Commands are available for images are:

vkCmdCopyImage: copies the contents of regions of an image to regions of another image.
vkCmdBlitImage: a powerful image manipulation command (for images with only one sample of a supported format. It is a copy command with a twist: the source and destination regions may not have the same size! This is used for scaling images (which comes for instance in handy to build mipmaps). Different filters may be specified for upscaling (note that linear filtering is only available if the format supports VK_FORMAT_FEATURE_SAMPLED_IMAGE_FILTER_LINEAR_BIT).
vkCmdClearColorImage: overwrites regions of an image with the requested color.
vkCmdClearDepthStencilImage: overwrite regions of images representing depth information with the driver-defined default value standing for "no depth in information".
vkCmdResolveImage: resolves multisampling for regions of an image by leaving only one sample with an appropriate value per pixel. This command takes both a source image with multiple samples and a destination image with only one sample as input.

Additionally, there is a pair of commands for turning buffers into images and the other way around:

4. Specialized synchronization primitives

Here are the last two synchronization mechanisms we did not see in the previous chapter, VkBufferMemoryBarrier (mostly useless, bar for ownership transfers) and VkImageMemoryBarrier (used for ownership transfers and layout transitions).

These constructs are variants of VkMemoryBarrier, which we met previously. In theory, they can be used as memory barriers that only concern a single specific resource. In practice, this feature is not supported by any major driver (at least according to this or that). The resulting behavior is that of a classical memory barrier so we are better off using just that for this purpose.

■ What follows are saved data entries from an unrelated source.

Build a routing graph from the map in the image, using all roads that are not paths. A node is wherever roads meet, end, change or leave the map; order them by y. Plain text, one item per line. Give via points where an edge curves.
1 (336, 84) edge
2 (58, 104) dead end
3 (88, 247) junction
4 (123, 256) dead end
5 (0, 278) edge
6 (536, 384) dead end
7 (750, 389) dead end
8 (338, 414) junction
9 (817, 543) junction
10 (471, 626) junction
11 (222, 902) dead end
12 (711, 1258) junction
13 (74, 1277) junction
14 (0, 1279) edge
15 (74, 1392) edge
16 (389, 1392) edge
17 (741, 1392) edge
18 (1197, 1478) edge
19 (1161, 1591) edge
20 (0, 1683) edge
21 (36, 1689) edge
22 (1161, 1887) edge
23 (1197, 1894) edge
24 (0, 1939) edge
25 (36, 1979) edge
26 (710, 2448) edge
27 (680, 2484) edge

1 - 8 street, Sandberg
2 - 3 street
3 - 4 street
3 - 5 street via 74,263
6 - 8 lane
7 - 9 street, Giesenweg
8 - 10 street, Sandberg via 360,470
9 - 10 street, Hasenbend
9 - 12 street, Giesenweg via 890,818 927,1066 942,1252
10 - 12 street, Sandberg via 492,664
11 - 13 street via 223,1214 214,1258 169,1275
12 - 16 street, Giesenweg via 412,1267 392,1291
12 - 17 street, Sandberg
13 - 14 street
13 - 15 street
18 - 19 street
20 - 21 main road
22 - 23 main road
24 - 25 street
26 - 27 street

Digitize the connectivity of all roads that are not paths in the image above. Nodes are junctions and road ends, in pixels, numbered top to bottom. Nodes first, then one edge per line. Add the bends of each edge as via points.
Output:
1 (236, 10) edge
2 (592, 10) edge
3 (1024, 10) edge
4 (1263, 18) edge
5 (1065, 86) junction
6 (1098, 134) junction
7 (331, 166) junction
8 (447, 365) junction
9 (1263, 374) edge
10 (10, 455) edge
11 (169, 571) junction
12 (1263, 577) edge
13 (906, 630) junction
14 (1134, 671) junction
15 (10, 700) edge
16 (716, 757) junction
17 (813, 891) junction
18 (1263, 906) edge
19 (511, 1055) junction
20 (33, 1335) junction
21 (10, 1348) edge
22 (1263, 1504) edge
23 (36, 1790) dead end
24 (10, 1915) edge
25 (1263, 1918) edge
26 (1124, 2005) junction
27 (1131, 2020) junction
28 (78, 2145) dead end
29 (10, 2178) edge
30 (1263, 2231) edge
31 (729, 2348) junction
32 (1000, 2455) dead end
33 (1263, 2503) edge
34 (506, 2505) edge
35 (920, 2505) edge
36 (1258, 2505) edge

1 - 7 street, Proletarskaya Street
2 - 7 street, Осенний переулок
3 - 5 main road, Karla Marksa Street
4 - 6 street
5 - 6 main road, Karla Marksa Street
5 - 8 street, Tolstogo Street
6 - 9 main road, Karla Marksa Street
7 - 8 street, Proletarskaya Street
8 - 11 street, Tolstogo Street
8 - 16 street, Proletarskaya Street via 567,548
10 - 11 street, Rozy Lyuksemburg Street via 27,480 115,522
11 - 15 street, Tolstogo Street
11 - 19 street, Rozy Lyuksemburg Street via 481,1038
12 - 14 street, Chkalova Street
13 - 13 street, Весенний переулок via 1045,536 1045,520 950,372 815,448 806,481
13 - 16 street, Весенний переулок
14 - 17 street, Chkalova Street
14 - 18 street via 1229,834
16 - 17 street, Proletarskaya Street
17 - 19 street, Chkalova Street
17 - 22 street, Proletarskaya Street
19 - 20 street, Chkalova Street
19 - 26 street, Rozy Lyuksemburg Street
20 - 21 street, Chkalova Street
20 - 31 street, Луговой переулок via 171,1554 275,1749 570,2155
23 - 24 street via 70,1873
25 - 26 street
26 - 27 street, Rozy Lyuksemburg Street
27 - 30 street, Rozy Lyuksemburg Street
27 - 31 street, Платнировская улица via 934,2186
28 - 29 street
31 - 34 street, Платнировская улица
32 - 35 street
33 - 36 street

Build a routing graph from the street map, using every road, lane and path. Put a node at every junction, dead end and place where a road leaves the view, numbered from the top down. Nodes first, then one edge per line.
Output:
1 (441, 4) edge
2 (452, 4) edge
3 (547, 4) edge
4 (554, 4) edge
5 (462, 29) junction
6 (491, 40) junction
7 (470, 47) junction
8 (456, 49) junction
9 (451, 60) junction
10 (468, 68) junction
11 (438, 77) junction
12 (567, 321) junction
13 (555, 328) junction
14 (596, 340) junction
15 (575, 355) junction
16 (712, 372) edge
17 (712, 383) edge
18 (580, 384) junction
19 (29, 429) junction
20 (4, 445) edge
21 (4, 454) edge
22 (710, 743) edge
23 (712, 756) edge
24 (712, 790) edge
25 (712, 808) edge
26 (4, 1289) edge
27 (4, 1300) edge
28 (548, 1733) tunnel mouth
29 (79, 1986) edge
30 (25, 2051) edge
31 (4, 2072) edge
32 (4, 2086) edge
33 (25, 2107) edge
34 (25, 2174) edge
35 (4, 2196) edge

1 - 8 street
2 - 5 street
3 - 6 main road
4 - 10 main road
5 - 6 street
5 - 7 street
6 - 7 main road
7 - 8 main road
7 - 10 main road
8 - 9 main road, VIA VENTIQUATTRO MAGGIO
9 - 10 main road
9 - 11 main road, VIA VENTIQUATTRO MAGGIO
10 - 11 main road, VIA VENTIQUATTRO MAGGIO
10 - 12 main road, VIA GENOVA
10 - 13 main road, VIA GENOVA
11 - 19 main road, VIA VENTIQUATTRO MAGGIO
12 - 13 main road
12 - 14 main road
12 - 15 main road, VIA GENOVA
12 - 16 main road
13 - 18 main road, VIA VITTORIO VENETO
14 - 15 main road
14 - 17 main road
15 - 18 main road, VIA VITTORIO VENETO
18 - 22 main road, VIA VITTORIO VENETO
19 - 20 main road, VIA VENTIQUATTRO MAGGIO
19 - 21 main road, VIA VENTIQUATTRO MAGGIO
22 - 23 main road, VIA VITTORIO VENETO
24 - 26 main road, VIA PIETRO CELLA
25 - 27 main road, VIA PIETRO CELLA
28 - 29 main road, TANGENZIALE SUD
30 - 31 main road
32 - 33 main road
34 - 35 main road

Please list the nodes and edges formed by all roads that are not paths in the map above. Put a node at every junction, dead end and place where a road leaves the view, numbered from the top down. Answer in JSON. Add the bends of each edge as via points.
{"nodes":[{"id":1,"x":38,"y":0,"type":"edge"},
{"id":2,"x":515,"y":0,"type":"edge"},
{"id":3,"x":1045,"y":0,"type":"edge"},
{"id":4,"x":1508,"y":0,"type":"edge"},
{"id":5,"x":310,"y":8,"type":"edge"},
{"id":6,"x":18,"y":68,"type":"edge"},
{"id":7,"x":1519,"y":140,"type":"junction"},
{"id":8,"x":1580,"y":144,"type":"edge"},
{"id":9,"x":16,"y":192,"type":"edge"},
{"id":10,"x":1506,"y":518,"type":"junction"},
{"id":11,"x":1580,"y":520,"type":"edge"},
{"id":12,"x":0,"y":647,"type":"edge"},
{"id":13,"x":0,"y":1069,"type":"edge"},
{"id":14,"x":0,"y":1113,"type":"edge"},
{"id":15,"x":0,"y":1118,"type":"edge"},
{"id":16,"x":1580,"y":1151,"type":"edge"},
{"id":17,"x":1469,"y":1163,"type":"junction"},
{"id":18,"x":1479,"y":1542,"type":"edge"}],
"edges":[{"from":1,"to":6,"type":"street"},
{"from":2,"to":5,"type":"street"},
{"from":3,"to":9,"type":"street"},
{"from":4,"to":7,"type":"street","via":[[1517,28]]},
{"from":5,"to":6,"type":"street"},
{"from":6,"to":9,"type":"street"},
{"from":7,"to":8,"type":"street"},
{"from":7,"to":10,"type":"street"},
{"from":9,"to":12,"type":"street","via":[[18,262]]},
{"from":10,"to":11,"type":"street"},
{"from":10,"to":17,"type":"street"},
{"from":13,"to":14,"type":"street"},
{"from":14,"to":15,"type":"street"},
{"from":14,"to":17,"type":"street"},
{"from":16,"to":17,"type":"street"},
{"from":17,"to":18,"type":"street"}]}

Both of these primitives are executed by passing as arguments them to vkCmdPipelineBarrier.

4.1. Buffer barriers

In practice, we only use VkBufferMemoryBarrier for one purpose: ownership transfers of buffers or subsets thereof. We only need to specify the family index of the previous owner and that of the new owner and we are set.

4.2. Image barriers

Just like buffer barriers, VkImageMemoryBarrier can be used for ownership transfer. However, this primitive has an additional trick up its sleeve, namely layout transitions.

When we want to change the current role of an image resource, we do a layout transition. To actually do a layout transition, we simply specify the original layout of the image as well as its new one. Note that layout transitions happen in the local cache: we need to make sure that the local cache is in sync with the main memory before running the operation. Additionally, its effects are not automatically pushed to main memory. Note that the layout transition occurs after the commands that the barrier waits on are done executing and before it unblocks the blocked ones.